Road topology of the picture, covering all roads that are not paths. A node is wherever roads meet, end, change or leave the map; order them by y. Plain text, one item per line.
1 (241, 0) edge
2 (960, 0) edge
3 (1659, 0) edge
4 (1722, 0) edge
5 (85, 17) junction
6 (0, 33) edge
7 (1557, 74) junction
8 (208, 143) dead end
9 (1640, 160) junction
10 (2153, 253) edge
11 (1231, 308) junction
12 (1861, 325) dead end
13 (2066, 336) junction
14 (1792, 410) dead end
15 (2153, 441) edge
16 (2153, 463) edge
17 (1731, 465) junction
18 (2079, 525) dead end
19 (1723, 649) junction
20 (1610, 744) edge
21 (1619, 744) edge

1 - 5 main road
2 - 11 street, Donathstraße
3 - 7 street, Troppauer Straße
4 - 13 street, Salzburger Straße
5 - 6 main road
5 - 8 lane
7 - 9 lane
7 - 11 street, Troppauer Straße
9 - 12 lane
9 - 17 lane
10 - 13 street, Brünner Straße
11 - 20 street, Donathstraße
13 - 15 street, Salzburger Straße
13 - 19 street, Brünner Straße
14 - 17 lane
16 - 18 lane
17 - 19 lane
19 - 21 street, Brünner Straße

▶ [YOUR TASK] Would you write out all of the data exactly as given?

▶ [ANSWER BELOW]
Road topology of the picture, covering all roads that are not paths. A node is wherever roads meet, end, change or leave the map; order them by y. Plain text, one item per line.
1 (241, 0) edge
2 (960, 0) edge
3 (1659, 0) edge
4 (1722, 0) edge
5 (85, 17) junction
6 (0, 33) edge
7 (1557, 74) junction
8 (208, 143) dead end
9 (1640, 160) junction
10 (2153, 253) edge
11 (1231, 308) junction
12 (1861, 325) dead end
13 (2066, 336) junction
14 (1792, 410) dead end
15 (2153, 441) edge
16 (2153, 463) edge
17 (1731, 465) junction
18 (2079, 525) dead end
19 (1723, 649) junction
20 (1610, 744) edge
21 (1619, 744) edge

1 - 5 main road
2 - 11 street, Donathstraße
3 - 7 street, Troppauer Straße
4 - 13 street, Salzburger Straße
5 - 6 main road
5 - 8 lane
7 - 9 lane
7 - 11 street, Troppauer Straße
9 - 12 lane
9 - 17 lane
10 - 13 street, Brünner Straße
11 - 20 street, Donathstraße
13 - 15 street, Salzburger Straße
13 - 19 street, Brünner Straße
14 - 17 lane
16 - 18 lane
17 - 19 lane
19 - 21 street, Brünner Straße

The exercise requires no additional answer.